- _INSTRUCTIONS FOR THE TASK_
Repeat all the data exactly, and where a record holds a picture, leave that picture out.

==================================================

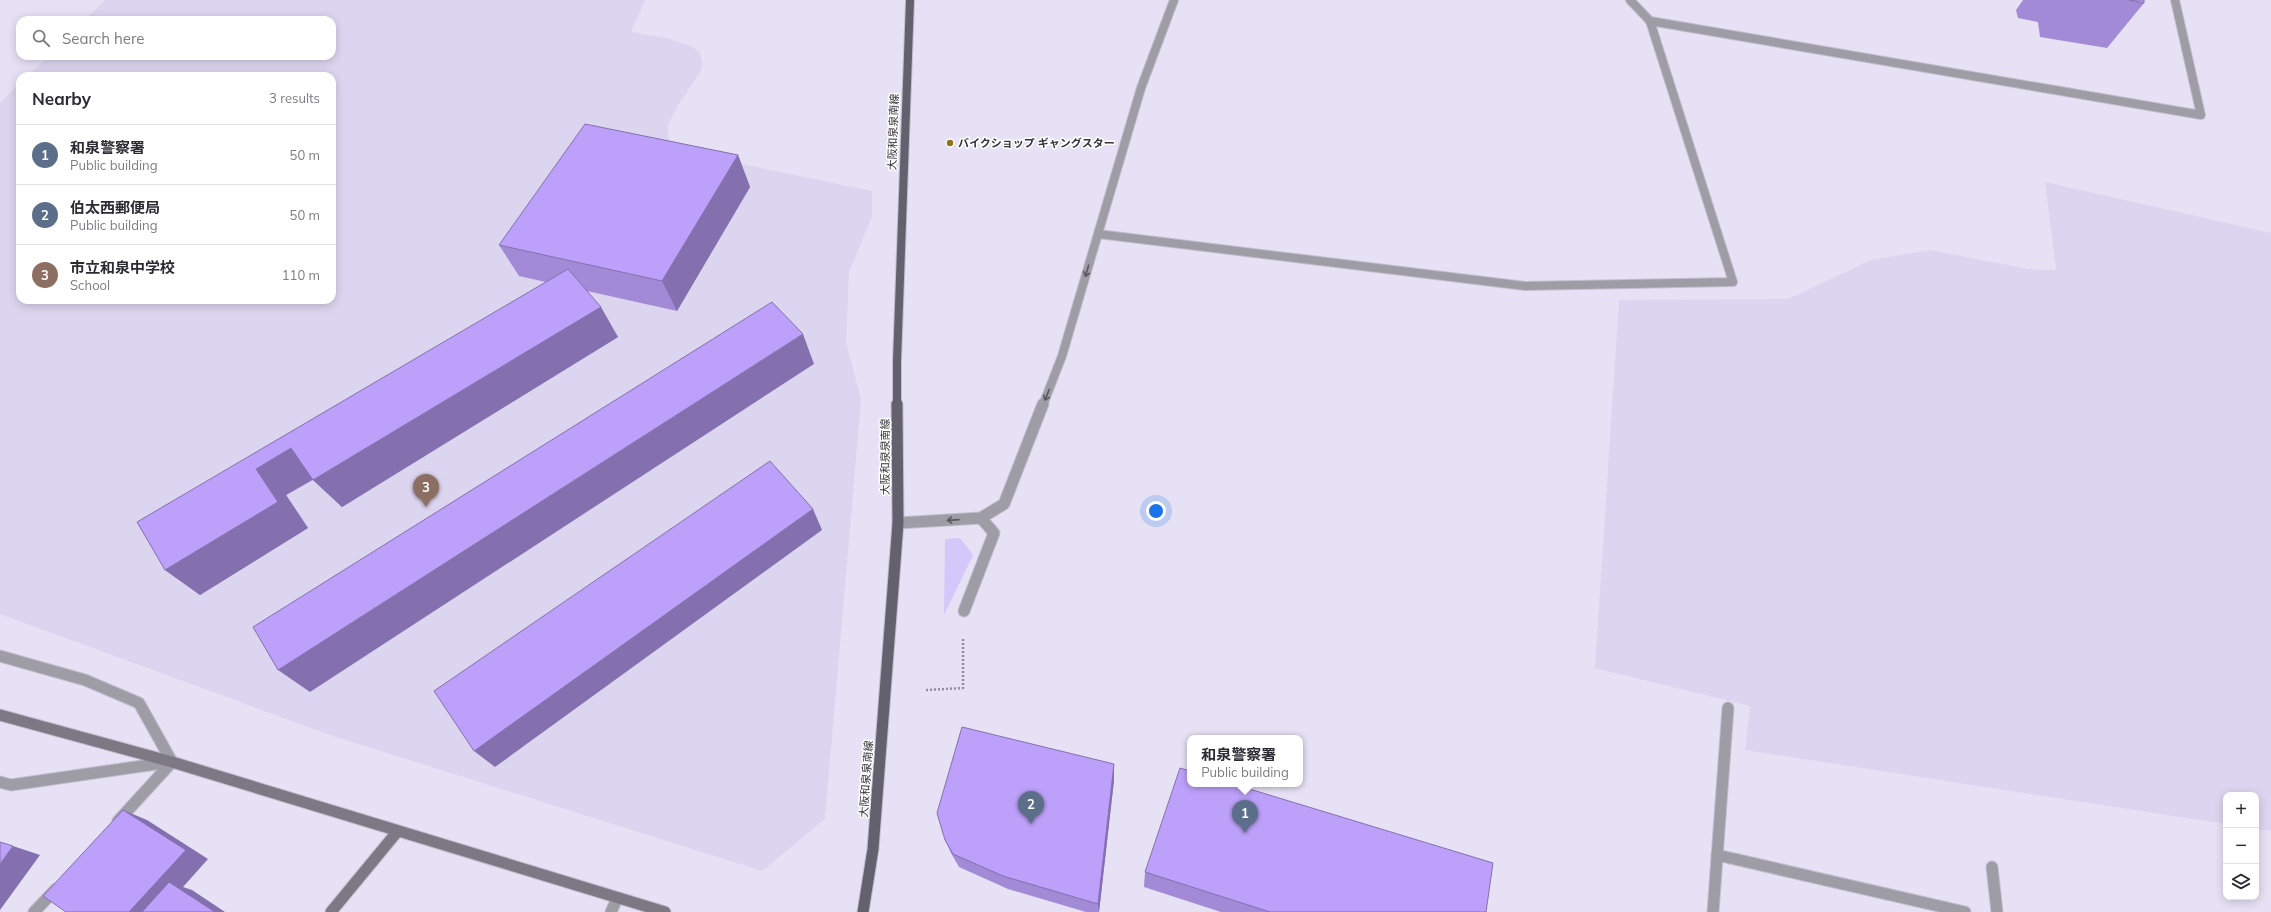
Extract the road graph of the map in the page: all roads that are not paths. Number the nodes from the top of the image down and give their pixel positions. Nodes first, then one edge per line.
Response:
1 (910, 0) edge
2 (1174, 0) edge
3 (1630, 0) edge
4 (2175, 0) edge
5 (1650, 21) junction
6 (1098, 234) junction
7 (981, 518) junction
8 (898, 523) junction
9 (964, 611) road end
10 (0, 656) edge
11 (1728, 708) dead end
12 (0, 715) edge
13 (172, 762) junction
14 (0, 782) edge
15 (108, 831) edge
16 (397, 832) junction
17 (1718, 855) junction
18 (1992, 867) dead end
19 (66, 877) edge
20 (617, 900) junction
21 (34, 912) edge
22 (331, 912) edge
23 (611, 912) edge
24 (665, 912) edge
25 (863, 912) edge
26 (1713, 912) edge
27 (1965, 912) edge
28 (1997, 912) edge

1 - 8 main road, 大阪和泉泉南線
2 - 6 street
3 - 5 street
4 - 5 street
5 - 6 street
6 -> 7 street
7 -> 8 street
7 - 9 street
8 - 25 main road, 大阪和泉泉南線
10 - 13 street
11 - 17 street
12 - 13 street
13 - 14 street
13 - 15 street
13 - 16 street
16 - 20 street
16 - 22 street
17 - 26 street
17 - 27 street
18 - 28 street
19 - 21 street
20 - 23 street
20 - 24 street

==================================================

- _EXERCISE ANSWER_
Extract the road graph of the map in the page: all roads that are not paths. Number the nodes from the top of the image down and give their pixel positions. Nodes first, then one edge per line.
Response:
1 (910, 0) edge
2 (1174, 0) edge
3 (1630, 0) edge
4 (2175, 0) edge
5 (1650, 21) junction
6 (1098, 234) junction
7 (981, 518) junction
8 (898, 523) junction
9 (964, 611) road end
10 (0, 656) edge
11 (1728, 708) dead end
12 (0, 715) edge
13 (172, 762) junction
14 (0, 782) edge
15 (108, 831) edge
16 (397, 832) junction
17 (1718, 855) junction
18 (1992, 867) dead end
19 (66, 877) edge
20 (617, 900) junction
21 (34, 912) edge
22 (331, 912) edge
23 (611, 912) edge
24 (665, 912) edge
25 (863, 912) edge
26 (1713, 912) edge
27 (1965, 912) edge
28 (1997, 912) edge

1 - 8 main road, 大阪和泉泉南線
2 - 6 street
3 - 5 street
4 - 5 street
5 - 6 street
6 -> 7 street
7 -> 8 street
7 - 9 street
8 - 25 main road, 大阪和泉泉南線
10 - 13 street
11 - 17 street
12 - 13 street
13 - 14 street
13 - 15 street
13 - 16 street
16 - 20 street
16 - 22 street
17 - 26 street
17 - 27 street
18 - 28 street
19 - 21 street
20 - 23 street
20 - 24 street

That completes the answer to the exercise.